__EXERCISE REQUIREMENTS__:
Below are some records. Output the lines from the first one through the line that holds "Digitize the connectivity", exactly as written, with no pictures.

[Saved entries]
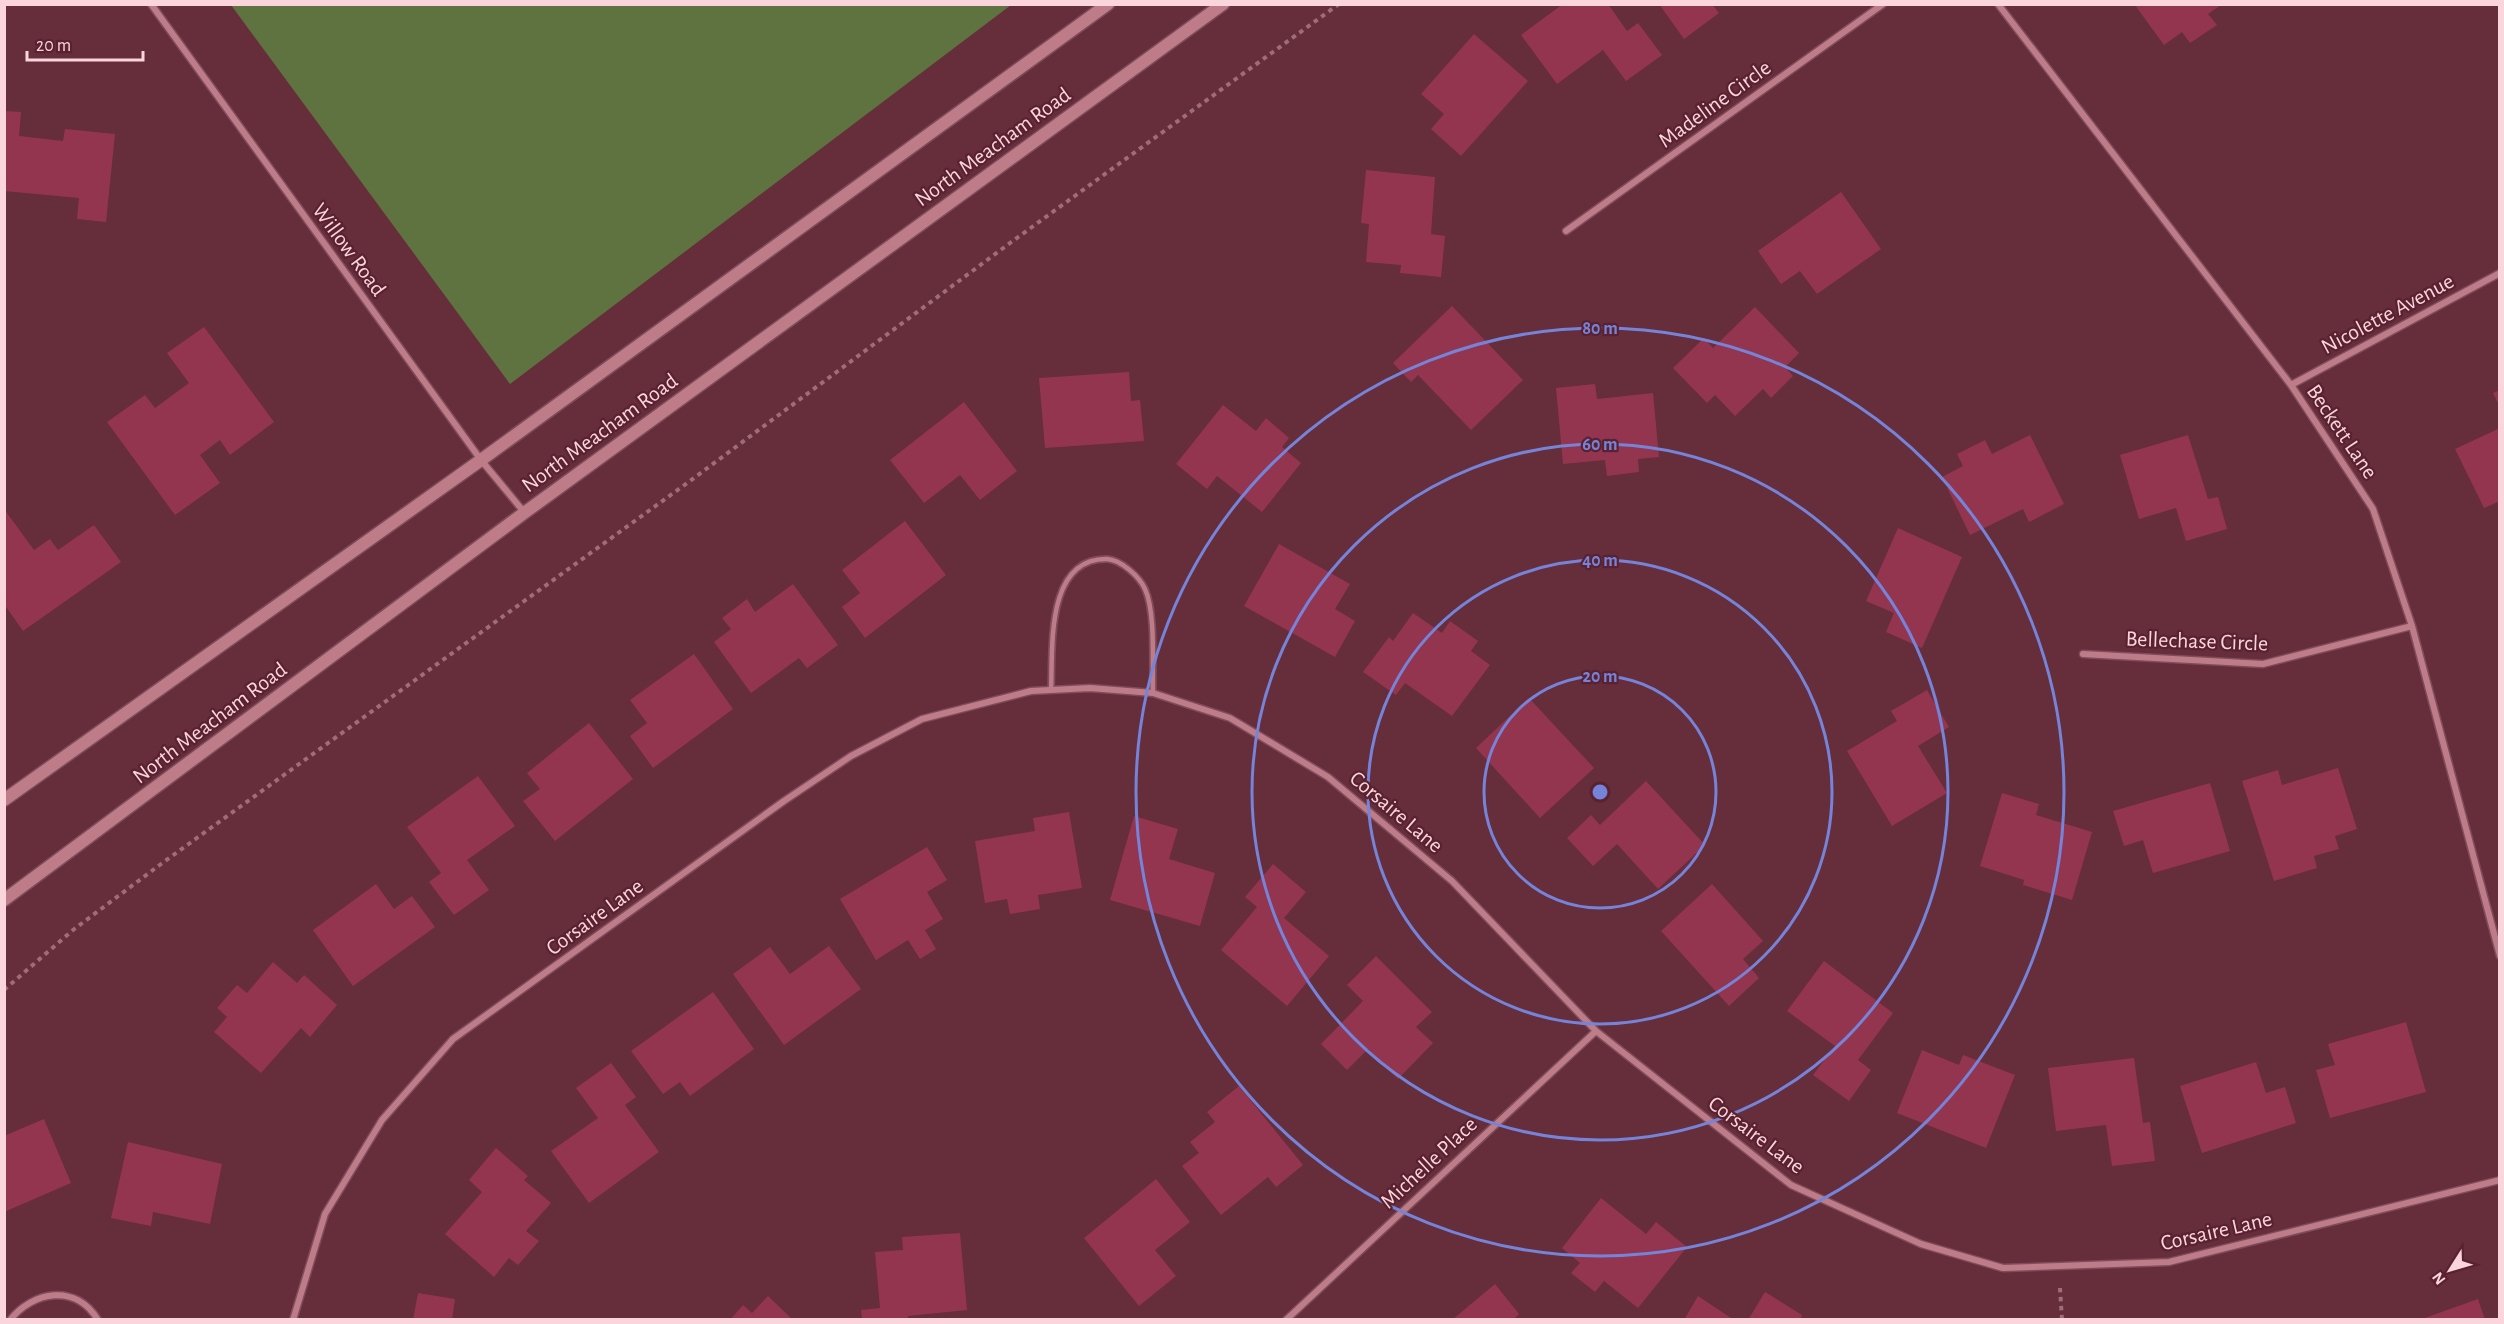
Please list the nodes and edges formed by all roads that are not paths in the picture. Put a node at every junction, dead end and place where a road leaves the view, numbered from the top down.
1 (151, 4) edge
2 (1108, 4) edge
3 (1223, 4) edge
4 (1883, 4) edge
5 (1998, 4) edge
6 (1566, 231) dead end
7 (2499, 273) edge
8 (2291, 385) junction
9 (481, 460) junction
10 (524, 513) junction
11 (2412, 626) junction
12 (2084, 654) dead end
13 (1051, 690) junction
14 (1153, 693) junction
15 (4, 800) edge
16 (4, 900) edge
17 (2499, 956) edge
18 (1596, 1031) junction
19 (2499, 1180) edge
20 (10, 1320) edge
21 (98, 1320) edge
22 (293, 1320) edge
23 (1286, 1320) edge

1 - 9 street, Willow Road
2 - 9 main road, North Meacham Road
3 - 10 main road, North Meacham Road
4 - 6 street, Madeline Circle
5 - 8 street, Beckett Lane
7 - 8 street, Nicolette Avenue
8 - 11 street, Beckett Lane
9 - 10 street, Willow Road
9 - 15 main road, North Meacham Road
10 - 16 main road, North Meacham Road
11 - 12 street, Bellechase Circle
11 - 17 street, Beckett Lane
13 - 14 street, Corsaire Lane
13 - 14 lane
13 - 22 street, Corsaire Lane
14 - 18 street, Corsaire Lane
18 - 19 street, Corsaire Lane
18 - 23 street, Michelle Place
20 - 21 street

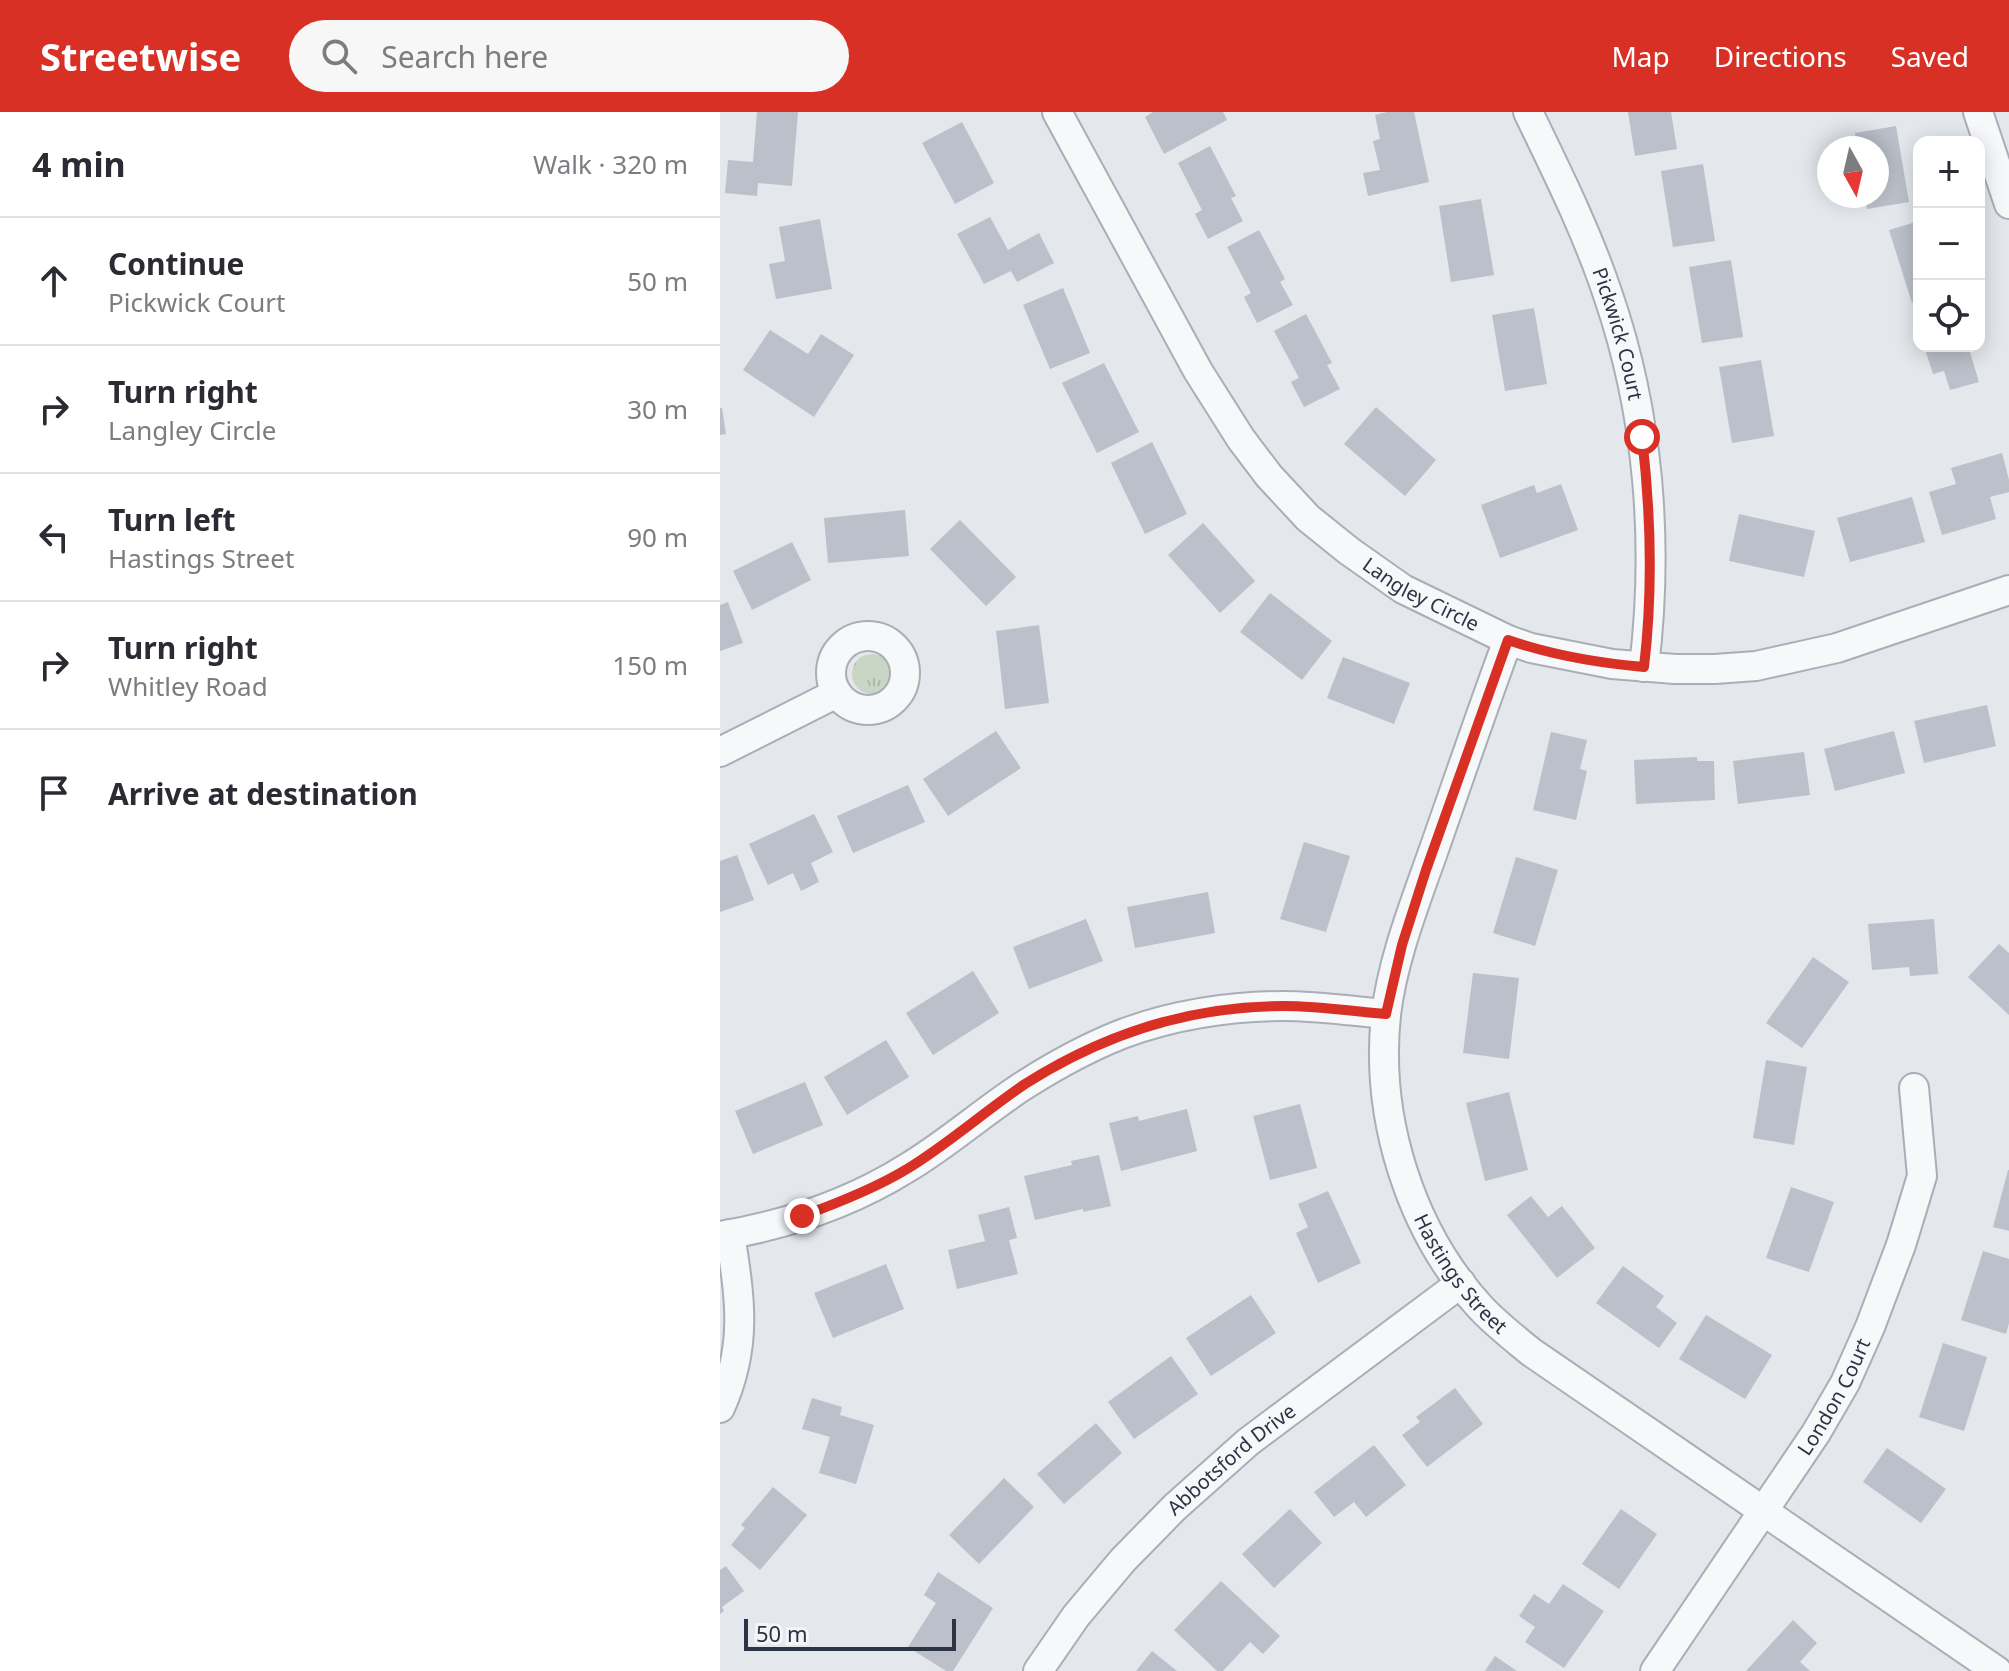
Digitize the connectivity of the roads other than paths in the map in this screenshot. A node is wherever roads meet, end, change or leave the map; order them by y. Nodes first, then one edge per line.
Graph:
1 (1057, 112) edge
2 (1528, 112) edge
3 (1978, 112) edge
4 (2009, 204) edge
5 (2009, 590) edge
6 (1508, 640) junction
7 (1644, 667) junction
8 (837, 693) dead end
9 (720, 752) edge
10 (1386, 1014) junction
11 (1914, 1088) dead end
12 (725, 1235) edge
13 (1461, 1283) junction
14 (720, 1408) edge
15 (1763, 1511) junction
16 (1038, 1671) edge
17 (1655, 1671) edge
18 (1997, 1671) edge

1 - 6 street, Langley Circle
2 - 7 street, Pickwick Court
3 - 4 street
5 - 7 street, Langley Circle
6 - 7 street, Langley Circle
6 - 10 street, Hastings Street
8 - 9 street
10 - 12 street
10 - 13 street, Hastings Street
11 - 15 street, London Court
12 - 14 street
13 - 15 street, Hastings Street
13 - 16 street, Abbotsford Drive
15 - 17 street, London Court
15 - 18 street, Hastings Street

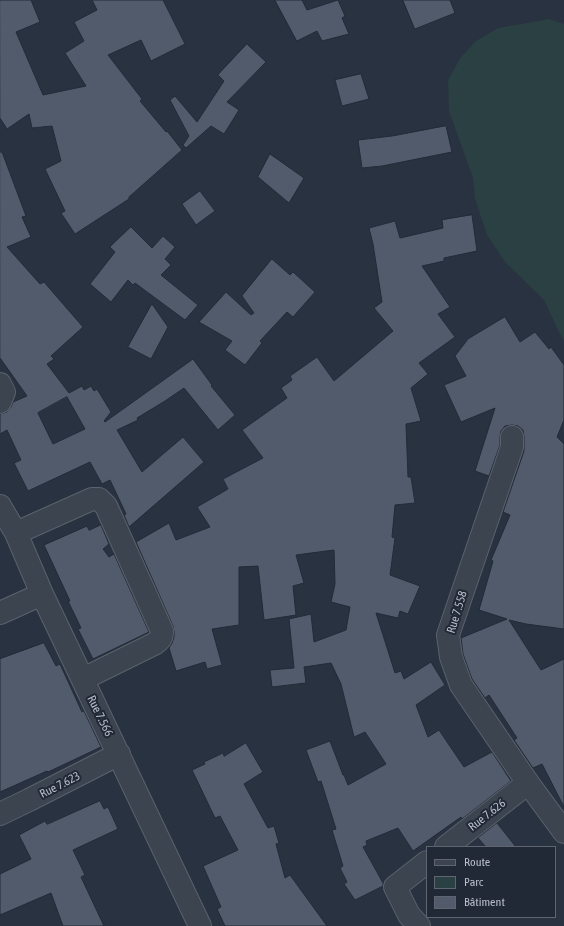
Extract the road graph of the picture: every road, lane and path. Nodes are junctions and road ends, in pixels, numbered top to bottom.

__WRITTEN SOLUTION__:
Please list the nodes and edges formed by all roads that are not paths in the picture. Put a node at every junction, dead end and place where a road leaves the view, numbered from the top down.
1 (151, 4) edge
2 (1108, 4) edge
3 (1223, 4) edge
4 (1883, 4) edge
5 (1998, 4) edge
6 (1566, 231) dead end
7 (2499, 273) edge
8 (2291, 385) junction
9 (481, 460) junction
10 (524, 513) junction
11 (2412, 626) junction
12 (2084, 654) dead end
13 (1051, 690) junction
14 (1153, 693) junction
15 (4, 800) edge
16 (4, 900) edge
17 (2499, 956) edge
18 (1596, 1031) junction
19 (2499, 1180) edge
20 (10, 1320) edge
21 (98, 1320) edge
22 (293, 1320) edge
23 (1286, 1320) edge

1 - 9 street, Willow Road
2 - 9 main road, North Meacham Road
3 - 10 main road, North Meacham Road
4 - 6 street, Madeline Circle
5 - 8 street, Beckett Lane
7 - 8 street, Nicolette Avenue
8 - 11 street, Beckett Lane
9 - 10 street, Willow Road
9 - 15 main road, North Meacham Road
10 - 16 main road, North Meacham Road
11 - 12 street, Bellechase Circle
11 - 17 street, Beckett Lane
13 - 14 street, Corsaire Lane
13 - 14 lane
13 - 22 street, Corsaire Lane
14 - 18 street, Corsaire Lane
18 - 19 street, Corsaire Lane
18 - 23 street, Michelle Place
20 - 21 street

Digitize the connectivity of the roads other than paths in the map in this screenshot. A node is wherever roads meet, end, change or leave the map; order them by y. Nodes first, then one edge per line.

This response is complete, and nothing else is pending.